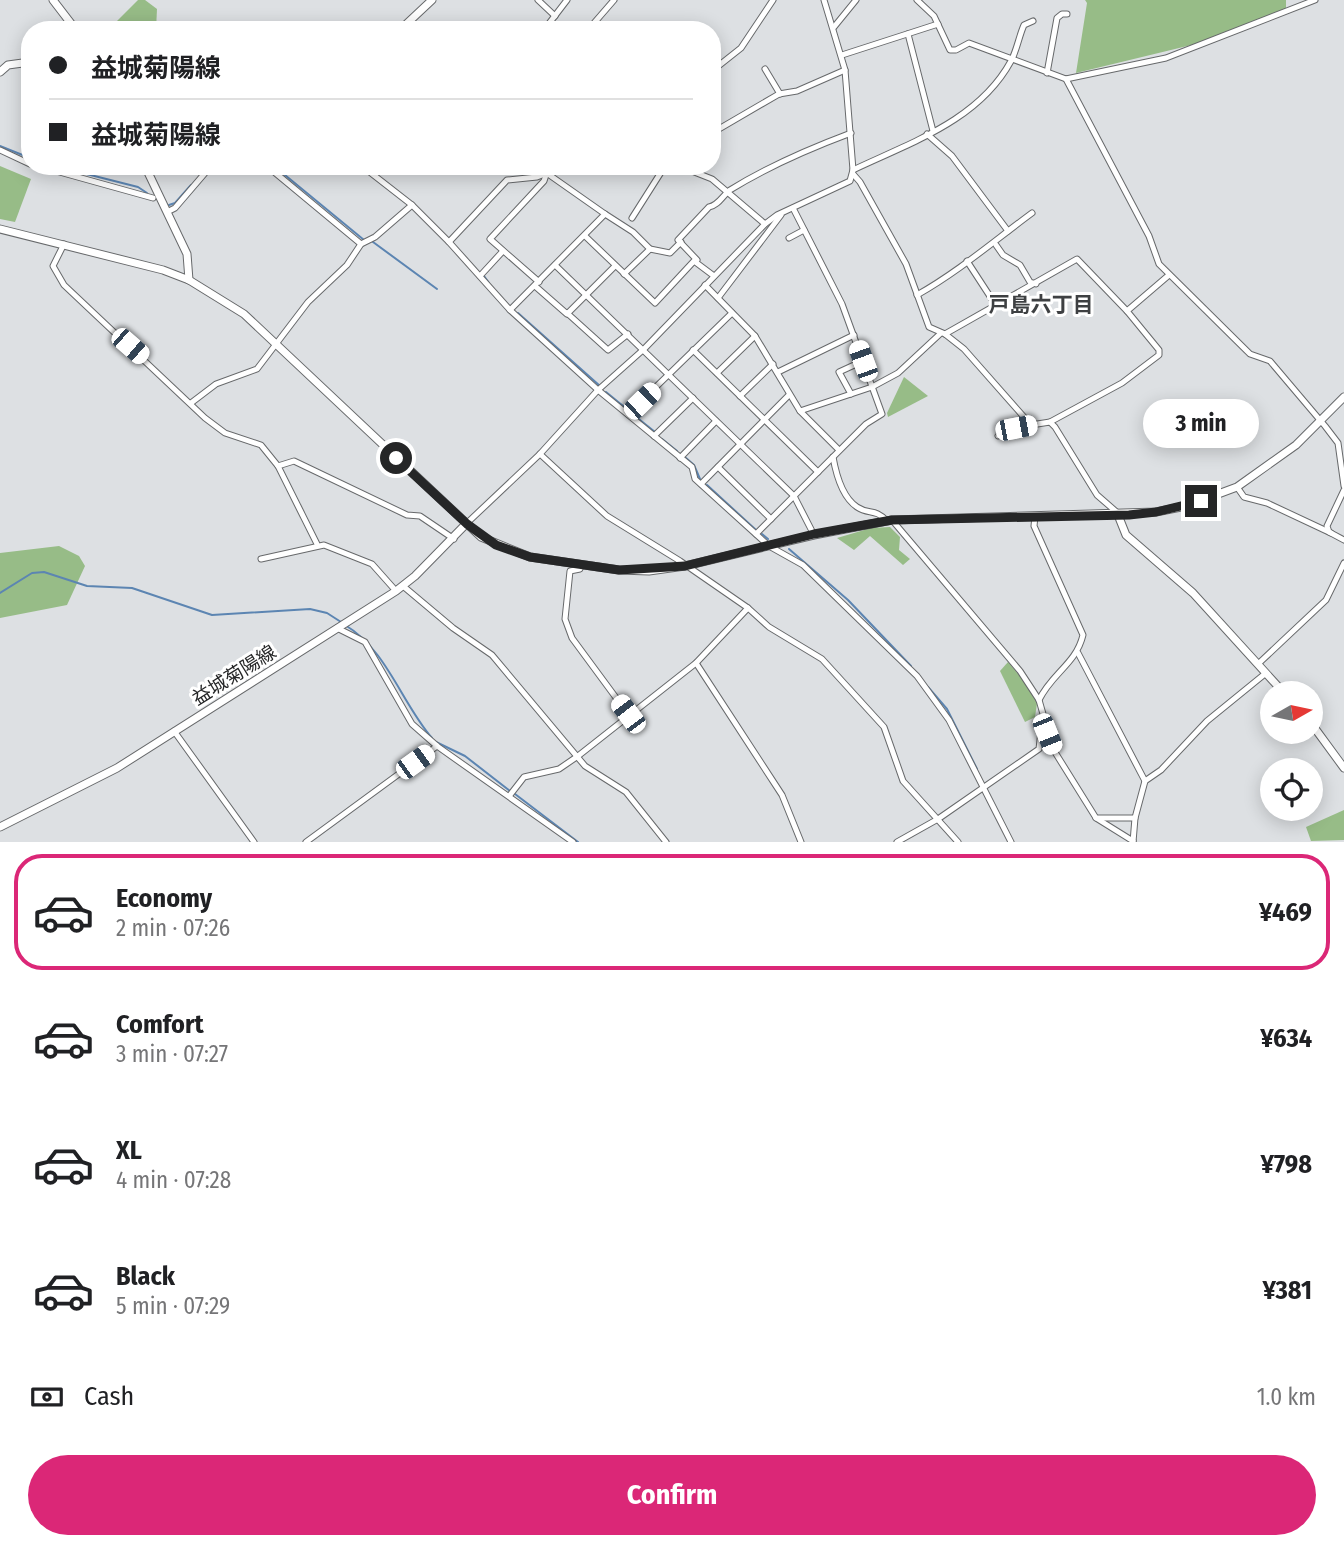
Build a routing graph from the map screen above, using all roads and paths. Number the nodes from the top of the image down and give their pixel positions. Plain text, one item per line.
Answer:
1 (53, 0) edge
2 (432, 0) edge
3 (538, 0) edge
4 (566, 0) edge
5 (614, 0) edge
6 (773, 0) edge
7 (824, 0) edge
8 (856, 0) edge
9 (917, 0) edge
10 (1315, 0) edge
11 (1067, 14) dead end
12 (555, 16) junction
13 (69, 21) edge
14 (410, 21) edge
15 (551, 21) edge
16 (596, 21) edge
17 (1033, 21) dead end
18 (938, 24) junction
19 (834, 27) junction
20 (908, 34) junction
21 (842, 55) junction
22 (1013, 59) junction
23 (21, 63) edge
24 (721, 64) edge
25 (765, 69) dead end
26 (845, 70) junction
27 (0, 72) edge
28 (1047, 72) junction
29 (1066, 79) junction
30 (780, 94) junction
31 (721, 128) edge
32 (852, 132) junction
33 (930, 132) junction
34 (0, 150) edge
35 (21, 160) edge
36 (853, 172) junction
37 (70, 175) edge
38 (149, 175) edge
39 (203, 175) edge
40 (278, 175) edge
41 (374, 175) edge
42 (538, 175) edge
43 (546, 175) edge
44 (548, 175) edge
45 (659, 175) edge
46 (702, 175) edge
47 (728, 192) junction
48 (153, 198) dead end
49 (412, 205) junction
50 (793, 208) junction
51 (167, 212) junction
52 (783, 212) junction
53 (1032, 213) dead end
54 (605, 214) junction
55 (632, 218) dead end
56 (765, 224) junction
57 (0, 229) edge
58 (804, 230) junction
59 (1008, 231) junction
60 (585, 236) junction
61 (789, 238) dead end
62 (449, 242) junction
63 (681, 242) junction
64 (64, 244) junction
65 (361, 244) junction
66 (996, 245) dead end
67 (650, 249) junction
68 (503, 251) junction
69 (696, 260) junction
70 (967, 261) junction
71 (555, 265) junction
72 (615, 266) junction
73 (624, 274) junction
74 (1169, 275) junction
75 (480, 276) junction
76 (714, 276) junction
77 (189, 281) junction
78 (537, 284) junction
79 (1036, 284) junction
80 (705, 285) junction
81 (587, 295) junction
82 (917, 295) junction
83 (718, 298) junction
84 (995, 304) junction
85 (510, 310) junction
86 (1127, 311) junction
87 (568, 313) junction
88 (732, 313) junction
89 (628, 334) junction
90 (943, 334) junction
91 (854, 335) junction
92 (755, 336) junction
93 (276, 342) junction
94 (645, 349) junction
95 (694, 350) junction
96 (863, 361) junction
97 (773, 364) junction
98 (778, 372) junction
99 (717, 373) junction
100 (669, 375) junction
101 (872, 387) junction
102 (598, 390) junction
103 (851, 394) junction
104 (789, 395) junction
105 (740, 396) junction
106 (1344, 397) edge
107 (693, 398) junction
108 (191, 403) junction
109 (800, 411) junction
110 (628, 414) junction
111 (765, 420) junction
112 (716, 421) junction
113 (1049, 422) junction
114 (1319, 423) junction
115 (1031, 425) junction
116 (654, 436) junction
117 (998, 436) dead end
118 (741, 445) junction
119 (839, 450) junction
120 (540, 454) junction
121 (832, 457) junction
122 (680, 458) junction
123 (278, 466) junction
124 (719, 467) junction
125 (818, 472) junction
126 (701, 484) junction
127 (1237, 487) junction
128 (1344, 488) edge
129 (794, 496) junction
130 (1119, 514) junction
131 (1035, 516) junction
132 (771, 519) junction
133 (890, 521) junction
134 (467, 524) junction
135 (1331, 533) junction
136 (756, 534) junction
137 (814, 534) junction
138 (454, 539) junction
139 (1344, 540) edge
140 (317, 544) junction
141 (769, 546) junction
142 (261, 559) dead end
143 (1344, 563) edge
144 (581, 565) junction
145 (685, 566) junction
146 (400, 589) junction
147 (748, 608) junction
148 (339, 627) junction
149 (1079, 653) junction
150 (696, 663) junction
151 (1258, 664) junction
152 (1266, 673) junction
153 (1273, 681) edge
154 (1040, 699) junction
155 (628, 714) junction
156 (1042, 715) junction
157 (174, 731) junction
158 (1323, 739) edge
159 (437, 746) junction
160 (578, 756) junction
161 (1344, 768) edge
162 (1145, 781) junction
163 (980, 787) junction
164 (512, 793) junction
165 (1096, 818) junction
166 (1135, 818) junction
167 (938, 819) junction
168 (0, 827) edge
169 (1133, 841) edge
170 (254, 842) edge
171 (306, 842) edge
172 (573, 842) edge
173 (666, 842) edge
174 (801, 842) edge
175 (897, 842) edge
176 (958, 842) edge
177 (1011, 842) edge

1 - 13 main road
2 - 14 main road
3 - 12 street
4 - 12 street
5 - 16 street
6 - 24 street
7 - 19 street
8 - 19 street
9 - 18 street
10 - 29 street
11 - 28 street
12 - 15 street
17 - 22 street
18 - 20 street
18 - 22 street
19 - 21 street
20 - 21 street
20 - 33 street
21 - 26 street
22 - 28 street
22 - 33 street
23 - 27 main road
25 - 30 street
26 - 30 street
26 - 32 street
28 - 29 street
29 - 74 street
30 - 31 street
32 - 36 street
32 - 47 street
33 - 36 street
33 - 59 street
34 - 35 street
36 - 50 street
36 - 82 street
37 - 48 street
38 - 51 main road
39 - 51 street
40 - 65 street
41 - 49 street
42 - 62 street
43 - 68 street
44 - 54 street
45 - 55 street
46 - 47 street
47 - 56 street
47 - 63 street
49 - 62 street
49 - 65 street
50 - 52 street
50 - 58 street
51 - 77 main road
52 - 56 street
52 - 83 street
53 - 59 street
54 - 60 street
54 - 67 street
56 - 76 street
57 - 64 main road
58 - 61 street
58 - 91 street
59 - 70 street
60 - 71 street
60 - 72 street
62 - 75 street
63 - 67 street
63 - 69 street
64 - 77 main road
64 - 108 street
65 - 93 street
66 - 79 street
67 - 73 street
68 - 75 street
68 - 78 street
69 - 73 street
69 - 76 street
70 - 82 street
70 - 84 street
71 - 78 street
71 - 81 street
72 - 73 street
72 - 81 street
74 - 86 street
74 - 114 street
75 - 85 street
76 - 80 street
77 - 93 main road
78 - 85 street
78 - 87 street
79 - 84 street
79 - 86 street
80 - 83 street
80 - 94 street
81 - 87 street
81 - 89 street
82 - 90 street
83 - 88 street
84 - 90 street
85 - 102 street
86 - 113 street
87 - 89 street
88 - 92 street
88 - 95 street
89 - 94 street
90 - 101 street
90 - 115 street
91 - 96 street
91 - 98 street
92 - 97 street
92 - 99 street
93 - 108 street
93 - 134 main road
94 - 100 street
94 - 102 street
95 - 99 street
95 - 100 street
96 - 101 street
96 - 103 street
97 - 98 street
97 - 105 street
98 - 104 street
99 - 105 street
100 - 107 street
100 - 110 street
101 - 103 street
101 - 119 street
102 - 110 street
102 - 120 street
103 - 109 street
104 - 109 street
104 - 111 street
105 - 111 street
106 - 114 main road
107 - 112 street
107 - 116 street
108 - 123 street
109 - 119 street
110 - 116 street
111 - 118 street
111 - 125 street
112 - 118 street
112 - 122 street
113 - 115 street
113 - 130 street
114 - 127 main road
114 - 128 street
115 - 117 street
116 - 122 street
118 - 124 street
118 - 129 street
119 - 121 street
120 - 134 street
120 - 145 street
121 - 125 street
121 - 133 street
122 - 126 street
123 - 138 street
123 - 140 street
124 - 126 street
124 - 132 street
125 - 129 street
126 - 136 street
127 - 130 main road
127 - 135 street
128 - 135 street
129 - 132 street
129 - 137 street
130 - 131 main road
130 - 151 main road
131 - 133 main road
131 - 149 street
132 - 136 street
133 - 137 main road
133 - 154 street
134 - 138 main road, 益城菊陽線
134 - 144 main road
135 - 139 street
136 - 141 street
137 - 141 main road
138 - 146 main road, 益城菊陽線
140 - 142 street
140 - 146 street
141 - 145 main road
141 - 163 street
143 - 151 street
144 - 145 main road
144 - 155 street
145 - 147 street
146 - 148 main road, 益城菊陽線
146 - 160 street
147 - 150 street
147 - 167 street
148 - 157 main road, 益城菊陽線
148 - 159 street
149 - 154 street
149 - 162 street
150 - 155 street
150 - 174 street
151 - 152 main road
152 - 153 main road
152 - 162 street
154 - 156 street
155 - 160 street
156 - 163 street
156 - 165 street
157 - 168 main road, 益城菊陽線
157 - 170 street
158 - 161 main road
159 - 164 street
159 - 171 street
160 - 164 street
160 - 173 street
162 - 166 street
163 - 167 street
163 - 177 street
164 - 172 street
165 - 166 street
165 - 169 street
166 - 169 street
167 - 175 street
167 - 176 street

Prompt — Whenever the word "dead" turns up in a line of the listing above, copy the line.

Result —
11 (1067, 14) dead end
17 (1033, 21) dead end
25 (765, 69) dead end
48 (153, 198) dead end
53 (1032, 213) dead end
55 (632, 218) dead end
61 (789, 238) dead end
66 (996, 245) dead end
117 (998, 436) dead end
142 (261, 559) dead end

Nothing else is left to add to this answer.